§ **Task goal**
Line by line, retype the data exactly as it is given.
········
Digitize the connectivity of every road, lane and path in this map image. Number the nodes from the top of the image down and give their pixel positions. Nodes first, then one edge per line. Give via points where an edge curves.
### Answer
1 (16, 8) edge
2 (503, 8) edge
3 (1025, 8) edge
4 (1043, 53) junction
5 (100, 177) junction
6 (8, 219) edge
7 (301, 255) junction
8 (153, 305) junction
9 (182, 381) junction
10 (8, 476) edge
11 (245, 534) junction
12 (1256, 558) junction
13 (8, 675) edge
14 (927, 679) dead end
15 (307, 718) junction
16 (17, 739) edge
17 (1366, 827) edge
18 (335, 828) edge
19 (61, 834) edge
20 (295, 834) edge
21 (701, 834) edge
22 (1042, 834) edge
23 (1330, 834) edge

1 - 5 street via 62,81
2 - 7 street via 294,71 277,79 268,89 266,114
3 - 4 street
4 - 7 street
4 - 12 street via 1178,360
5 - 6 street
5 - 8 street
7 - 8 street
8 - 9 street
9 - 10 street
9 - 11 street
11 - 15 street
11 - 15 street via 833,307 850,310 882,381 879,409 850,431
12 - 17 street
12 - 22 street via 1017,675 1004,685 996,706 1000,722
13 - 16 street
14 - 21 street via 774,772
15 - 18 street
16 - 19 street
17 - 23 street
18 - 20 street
········
§ **Answer to this task**
Digitize the connectivity of every road, lane and path in this map image. Number the nodes from the top of the image down and give their pixel positions. Nodes first, then one edge per line. Give via points where an edge curves.
### Answer
1 (16, 8) edge
2 (503, 8) edge
3 (1025, 8) edge
4 (1043, 53) junction
5 (100, 177) junction
6 (8, 219) edge
7 (301, 255) junction
8 (153, 305) junction
9 (182, 381) junction
10 (8, 476) edge
11 (245, 534) junction
12 (1256, 558) junction
13 (8, 675) edge
14 (927, 679) dead end
15 (307, 718) junction
16 (17, 739) edge
17 (1366, 827) edge
18 (335, 828) edge
19 (61, 834) edge
20 (295, 834) edge
21 (701, 834) edge
22 (1042, 834) edge
23 (1330, 834) edge

1 - 5 street via 62,81
2 - 7 street via 294,71 277,79 268,89 266,114
3 - 4 street
4 - 7 street
4 - 12 street via 1178,360
5 - 6 street
5 - 8 street
7 - 8 street
8 - 9 street
9 - 10 street
9 - 11 street
11 - 15 street
11 - 15 street via 833,307 850,310 882,381 879,409 850,431
12 - 17 street
12 - 22 street via 1017,675 1004,685 996,706 1000,722
13 - 16 street
14 - 21 street via 774,772
15 - 18 street
16 - 19 street
17 - 23 street
18 - 20 street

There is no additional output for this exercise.